The move will consolidate the number of existing shares, thereby increasing the value of each share.
“A failure to obtain stockholder approval for the Reverse Split Proposal would likely force us to file for bankruptcy,” the company said in an SEC filing.
Bed Bath & Beyond’s “special meeting” of shareholders to vote on a reverse stock split in the range of 1-for-10 to 1-for-20 split is scheduled for Tuesday, May 9, according to the filing. The meeting comes after months of store closures, various searches for new rounds of funding for the struggling retailer and, most recently, a lifeline to help pay suppliers.
Bed Bath & Beyond shares have fallen more than 98 percent in the past year and ended Thursday̵[ads1]7;s trading at an all-time low of $0.31.
Even if the company votes to boost its stock price, which has fallen roughly 98% in the past year, there’s no guarantee the retailer can recover. Kate McShane, the lead retail analyst at Goldman Sachs, says replacing inventory to revive sales growth will be the main focus of any funding that Bed Bath & Beyond receives.

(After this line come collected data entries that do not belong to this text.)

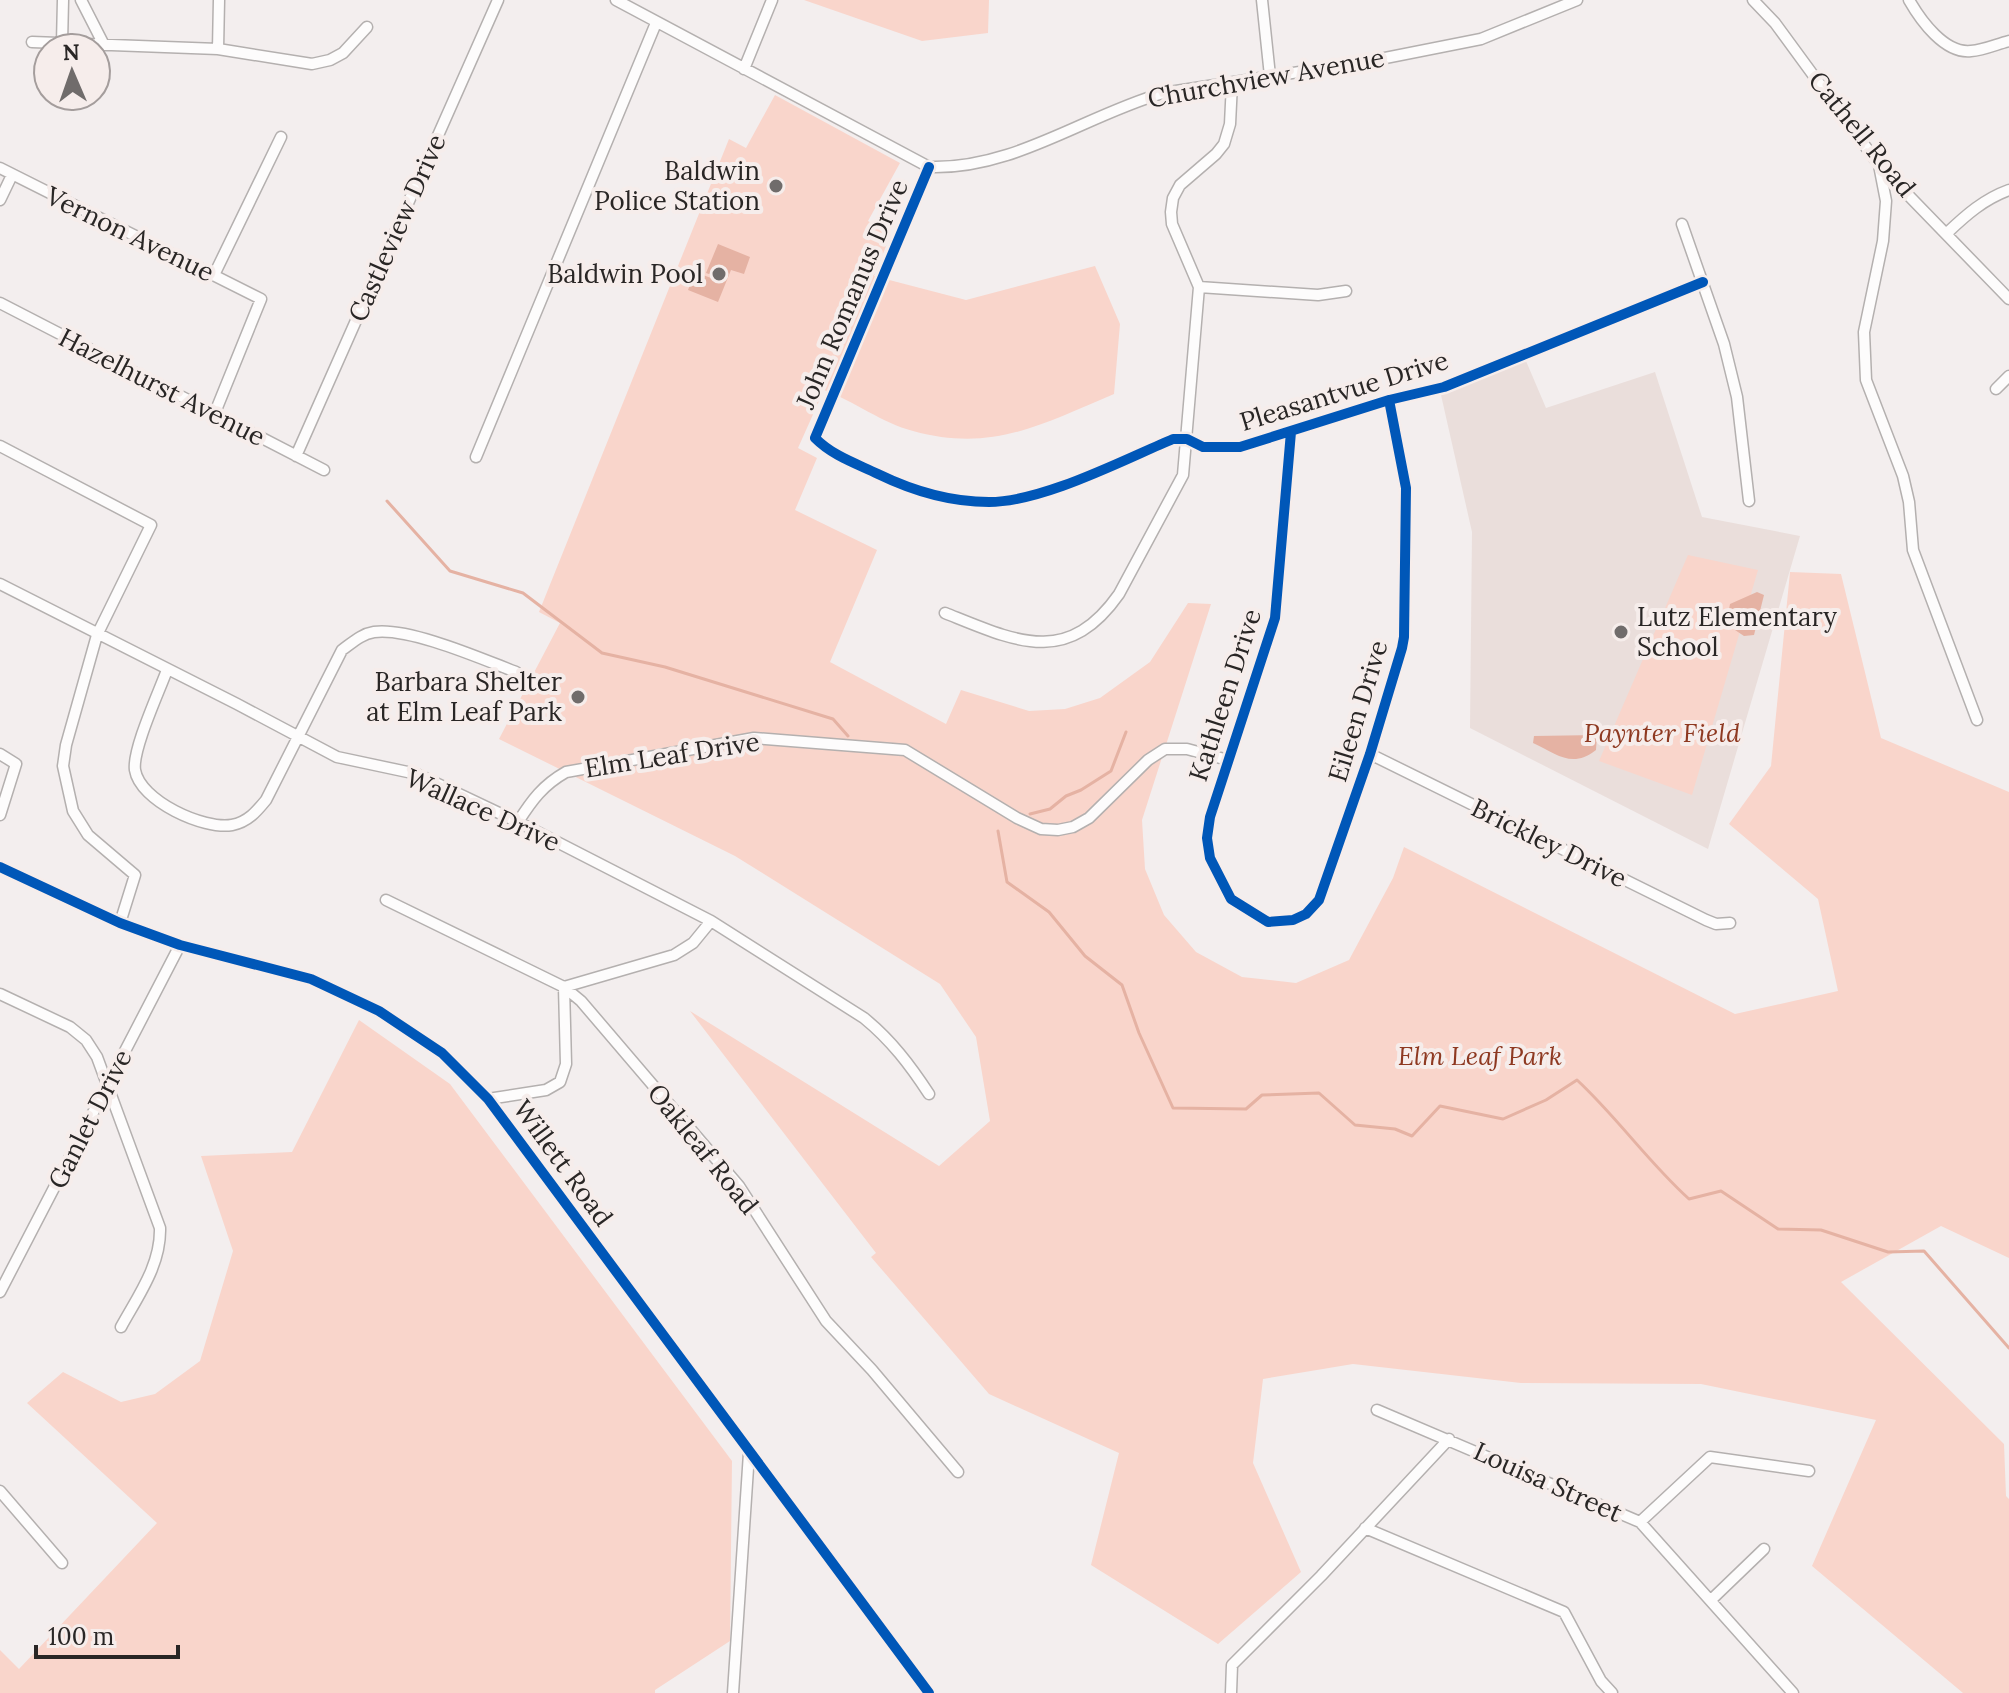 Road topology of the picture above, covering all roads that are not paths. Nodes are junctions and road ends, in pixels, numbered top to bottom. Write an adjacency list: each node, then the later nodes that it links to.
1 (63, 0): 13 (street)
2 (81, 0): 14 (street)
3 (219, 0): 17 (street)
4 (498, 0): 44 (street, Castleview Drive)
5 (616, 0): 11 (street)
6 (772, 0): 18 (street)
7 (1262, 0): 19 (street)
8 (1577, 0): 19 (street, Churchview Avenue)
9 (1753, 0): 22 (street, Cathell Road)
10 (1909, 0): 15 (street)
11 (656, 23): 18 (street); 45 (street)
12 (367, 27): 17 (street)
13 (62, 32)
14 (97, 32)
15 (2009, 41)
16 (112, 45): 17 (street)
17 (218, 49)
18 (744, 69): 23 (street)
19 (1270, 76): 20 (street, Churchview Avenue)
20 (1232, 83): 23 (street, Churchview Avenue); 32 (street)
21 (281, 137): 30 (street)
22 (1879, 165): 29 (street, Cathell Road); 53 (street)
23 (929, 167): 41 (street, John Romanus Drive)
24 (0, 168): 25 (street, Vernon Avenue)
25 (12, 175): 27 (street); 30 (street, Vernon Avenue)
26 (2009, 190): 29 (street)
27 (0, 200)
28 (1682, 224): 31 (street)
29 (1947, 233): 34 (street, Cathell Road)
30 (214, 275): 39 (street, Vernon Avenue)
31 (1703, 282): 38 (street, Pleasantvue Drive); 47 (street)
32 (1199, 287): 33 (street); 42 (street)
33 (1346, 291)
34 (2009, 299)
35 (0, 303): 39 (street, Hazelhurst Avenue)
36 (2009, 376): 37 (street)
37 (1996, 389)
38 (1389, 400): 40 (street, Pleasantvue Drive); 56 (street, Eileen Drive)
39 (214, 415): 44 (street, Hazelhurst Avenue)
40 (1291, 432): 42 (street, Pleasantvue Drive); 57 (street, Kathleen Drive)
41 (815, 438): 42 (street, Pleasantvue Drive)
42 (1187, 439): 49 (street)
43 (0, 446): 50 (street)
44 (296, 456): 46 (street, Hazelhurst Avenue)
45 (476, 457)
46 (324, 470)
47 (1749, 501)
48 (0, 584): 50 (street, Wallace Drive)
49 (945, 613)
50 (97, 635): 51 (street, Wallace Drive); 64 (street)
51 (167, 670): 54 (street, Wallace Drive); 54 (street)
52 (516, 672): 54 (street)
53 (1977, 720)
54 (298, 738): 59 (street, Wallace Drive)
55 (0, 754): 58 (street)
56 (1370, 754): 62 (street, Eileen Drive); 65 (street, Brickley Drive)
57 (1228, 760): 59 (street, Elm Leaf Drive); 62 (street, Kathleen Drive)
58 (0, 815)
59 (518, 822): 63 (street, Wallace Drive)
60 (0, 867): 64 (street, Willett Road)
61 (386, 900): 67 (street, Oakleaf Road)
62 (1293, 920)
63 (711, 921): 67 (street); 70 (street, Wallace Drive)
64 (120, 923): 66 (street, Willett Road)
65 (1730, 923)
66 (180, 945): 69 (street, Ganlet Drive); 71 (street, Willett Road)
67 (564, 987): 71 (street); 78 (street, Oakleaf Road)
68 (0, 994): 69 (street)
69 (108, 1084): 72 (street, Ganlet Drive); 73 (street)
70 (929, 1094)
71 (488, 1099): 76 (street, Willett Road)
72 (0, 1292)
73 (121, 1327)
74 (1377, 1410): 75 (street, Louisa Street)
75 (1449, 1439): 80 (street, Louisa Street); 81 (street)
76 (749, 1453): 85 (street); 86 (street, Willett Road)
77 (1809, 1471): 80 (street)
78 (958, 1472)
79 (0, 1491): 83 (street)
80 (1640, 1522): 84 (street, Louisa Street)
81 (1365, 1528): 87 (street); 88 (street)
82 (1764, 1549): 84 (street)
83 (62, 1563)
84 (1711, 1600): 89 (street, Louisa Street)
85 (733, 1693)
86 (929, 1693)
87 (1231, 1693)
88 (1612, 1693)
89 (1793, 1693)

In its most recent quarter, Bed Bath & Beyond reported that inventory fell nearly 25% year-over-year as revenue fell 33%.
On Thursday, the company announced a supplier shipment program to ease concerns. The $120 million capital line will be distributed to “key suppliers to supplement inventory levels already sold at Bed Bath & Beyond and buybuy Baby,” according to the release.

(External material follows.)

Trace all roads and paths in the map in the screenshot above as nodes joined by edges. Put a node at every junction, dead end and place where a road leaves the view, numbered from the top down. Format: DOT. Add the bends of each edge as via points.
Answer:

“Having inventory and having the right inventory will help them,” McShane told Yahoo Finance Live. “I think the question is just in this environment where you have a consumer who is a little bit more thoughtful about their spending exactly what it will bring for someone like Bed Bath & Beyond.”
Make the stock “more attractive”
Bed Bath & Beyond recently closed its approximately $1 billion financing agreement with Hudson Bay Capital management. Part of the financing agreement included monthly stock purchases from Hudson Bay Capital that came at a market discount.
On March 30, Bed Bath & Beyond announced that the deal had ended and said it would enter into a new financing program with B. Riley Principal Capital.
The share price is still seen as a key source of liquidity for the company, which noted in its latest filing that increasing the price per share with a reverse stock split would “help increase brokerage interest.”
“We believe that a higher share price may make our common stock more attractive to a broader range of investors, as we believe that the current market price of our common stock may affect its acceptability to certain professional investors and other members of the investing public,” the company said in the archive.
While Bed Bath & Beyond shies away from failure, the company laid out what it could mean for investors.
“Owners of our common stock will receive no recovery at all in a bankruptcy scenario,” the company said.
Josh is a reporter and producer for Yahoo Finance.